Geleneksel Türk Müzik Topluluklarında Müzikal Kişiliğin Önemi… Dr. Ayhan Sarı
Toplam Okunma: 5284 | En Son Okunma: 12.10.2024 - 01:02
Yaşayan sanatsal müziklere baktığımızda hemen hiçbir uğraşanının toplumun sanat zevkinden memnun olmadığı gözlenmektedir. Geleneksel Türk müziği söz konusu olduğunda, günümüzde geleneğin ne derece devam ettiği soru, tartışma ve karamsarlığı bu müzikle uğraşanlar arasında en üst seviyeye çıkar duruma gelmiştir. Bir müziğin yeni eserler üretildiği oranda yaşayabileceği göz önüne getirildiğinde artık neyin geleneksel Türk Müziği olup, neyin olmadığı belirsizliği çözüm arayışlarını da beraberinde getirmektedir
Geçiş toplumlarında yaşanan kentleşme hızının müziğe etkileri doğaldır ki yadsınamaz. Çağımızda müzik ve toplum etkileşimi iletişim olanakları sayesinde çok çabuk olmaktadır. Topluma kısa sürede anlayamayacağı bir müzik sunmak, “artık o müziği kendinize yapıyorsunuz” anlamına gelmektedir.
Çünkü popülerlik uğruna toplumun hemen anlayıvereceği müziği yayınlamak ve hemen tüketmek, yenilerine yer açmak gerekmektedir.
Müzik kişisel bir hareketten ortaya çıkmaktadır. Zamanla topluma malolan müziğin kişisel olduğu düşünüldüğünde, o kişinin “iyi yetiştirilmiş olması”, gelecekte üretilecek müziğin kalitesini de olumlu yönde etkileyecektir.
Geleneksel Türk Müziğinin 20.yüzyıl başlarından günümüze yaşamasında dernek ve cemiyetlerin etkisi tartışılmaz bir gerçektir.
Geleneksel Türk Müziği tarihi yakın geçmişinde yaşanmış, günümüz açısından dersler çıkarılması gereken tartışmaların benzerlerine bugün de şahit olmak mümkündür.
Olgunun temelinde kişilikli sanat anlayışına sahip müzik topluluklarına duyulan ihtiyaç yatmaktadır.
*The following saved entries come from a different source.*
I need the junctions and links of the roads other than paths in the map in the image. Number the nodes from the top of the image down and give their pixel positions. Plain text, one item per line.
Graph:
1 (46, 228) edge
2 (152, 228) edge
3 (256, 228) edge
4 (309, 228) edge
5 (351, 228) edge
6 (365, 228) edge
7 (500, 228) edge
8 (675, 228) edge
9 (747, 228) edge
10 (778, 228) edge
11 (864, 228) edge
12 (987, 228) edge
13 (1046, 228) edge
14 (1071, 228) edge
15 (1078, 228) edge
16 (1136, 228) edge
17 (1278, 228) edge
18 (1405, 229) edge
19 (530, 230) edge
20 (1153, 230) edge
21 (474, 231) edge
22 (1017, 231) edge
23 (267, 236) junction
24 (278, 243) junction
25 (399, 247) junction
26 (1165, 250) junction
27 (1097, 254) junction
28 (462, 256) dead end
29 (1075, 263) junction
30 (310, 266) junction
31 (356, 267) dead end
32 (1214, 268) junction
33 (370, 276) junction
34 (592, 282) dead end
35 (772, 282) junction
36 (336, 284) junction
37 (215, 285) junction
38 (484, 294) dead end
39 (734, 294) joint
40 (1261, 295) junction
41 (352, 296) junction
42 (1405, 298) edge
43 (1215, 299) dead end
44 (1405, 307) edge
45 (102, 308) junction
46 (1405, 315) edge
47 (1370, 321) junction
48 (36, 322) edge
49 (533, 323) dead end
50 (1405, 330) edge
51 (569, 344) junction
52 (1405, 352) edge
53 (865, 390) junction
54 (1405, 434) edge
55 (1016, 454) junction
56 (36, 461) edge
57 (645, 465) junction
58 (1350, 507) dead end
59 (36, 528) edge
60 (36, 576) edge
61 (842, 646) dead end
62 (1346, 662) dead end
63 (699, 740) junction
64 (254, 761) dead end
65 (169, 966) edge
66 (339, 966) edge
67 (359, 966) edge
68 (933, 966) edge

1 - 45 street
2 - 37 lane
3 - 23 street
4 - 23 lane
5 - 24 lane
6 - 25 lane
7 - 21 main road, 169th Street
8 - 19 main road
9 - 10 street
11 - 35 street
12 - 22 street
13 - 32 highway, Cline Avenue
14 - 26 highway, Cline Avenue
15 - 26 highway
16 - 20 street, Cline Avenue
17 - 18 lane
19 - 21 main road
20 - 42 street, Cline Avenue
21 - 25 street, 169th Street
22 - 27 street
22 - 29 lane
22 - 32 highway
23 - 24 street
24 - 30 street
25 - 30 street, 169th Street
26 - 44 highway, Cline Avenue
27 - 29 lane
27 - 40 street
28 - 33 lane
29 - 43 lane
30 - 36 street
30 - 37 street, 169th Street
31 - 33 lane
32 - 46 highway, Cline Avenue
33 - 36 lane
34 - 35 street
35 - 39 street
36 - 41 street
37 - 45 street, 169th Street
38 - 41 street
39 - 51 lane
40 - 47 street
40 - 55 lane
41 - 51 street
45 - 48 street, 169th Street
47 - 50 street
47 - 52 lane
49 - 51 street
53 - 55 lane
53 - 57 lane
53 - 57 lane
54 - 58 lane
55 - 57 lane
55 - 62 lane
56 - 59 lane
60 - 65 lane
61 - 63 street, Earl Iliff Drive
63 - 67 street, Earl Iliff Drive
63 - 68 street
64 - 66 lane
Geleneksel Türk müziğinde “2 kere 2 nin 5 edebildiği” gerçeği ancak aynı anlayışa sahip müzikçilerimizin aynı çatı altında toplanmasıyla yerini doğru bir sonuca bırakacak, anlayış ve eğitim farklılığından doğan içsel çatışmalar bitecektir.
Bu anlayışların bütünü geleneksel Türk müziğini meydana getirmektedir. Klasik eserler mi, 20 yüzyıl klasikleri mi, fanteziler mi, çilingir sofrası şarkıları mı veya çok seslilik içeren oturtumu netleşmiş orkestral eserler mi vb.?
Geleneksel müziklerimize nereden bakarsak bakalım, bir dağınıklığın ve bu dağınıklık neticesinde de görece anlayışların türlü temelleri ölçüt alarak “benim dediğim doğru” çıkmazına girdikleri gözlenmektedir.
Çaresiz arayışların somut mücadeleleri kutuplaşma yaratımından başka bir sonuç getirmemektedir. Müziğimizde yaşanan iç savaş, barışı özlemekte; her yeni, karşısında eskiyi kendine göre temel alan bir cephe bulmaktadır.
Oysa her müzikal kimlik anlayışı ayrı bir değerdir. Yeter ki içinde çalışanlar birbirleriyle uyumlu olsunlar. Üretsinler…
Kişiliği olan müzik topluluk ve gruplarının her türlü ön yargıdan uzak yaşamalarını sağlamak, ulusal müzik kimliğimizin oluşmasında aşılması gereken kilometre taşlarının içinde hoş sadaların doğmasına neden olacak, yakın bir gelecekte bunların arasında doğacak birliktelikler müziğimizin güncel tınısını uluslar arası platforma taşıyacaktır.
Müzikal kişilik oluşumunda bireysel barışın sağlanması, bu müzik uğraşanlarımızı buluşturmak ve birlikte çalışmalarına olanak sağlamakla mümkün görünmektedir.
Ayhan Sarı
7. İSTANBUL TÜRK MÜZİĞİ GÜNLERİ
“Müzikte 2000 Sempozyumu” nda sunulmuştur.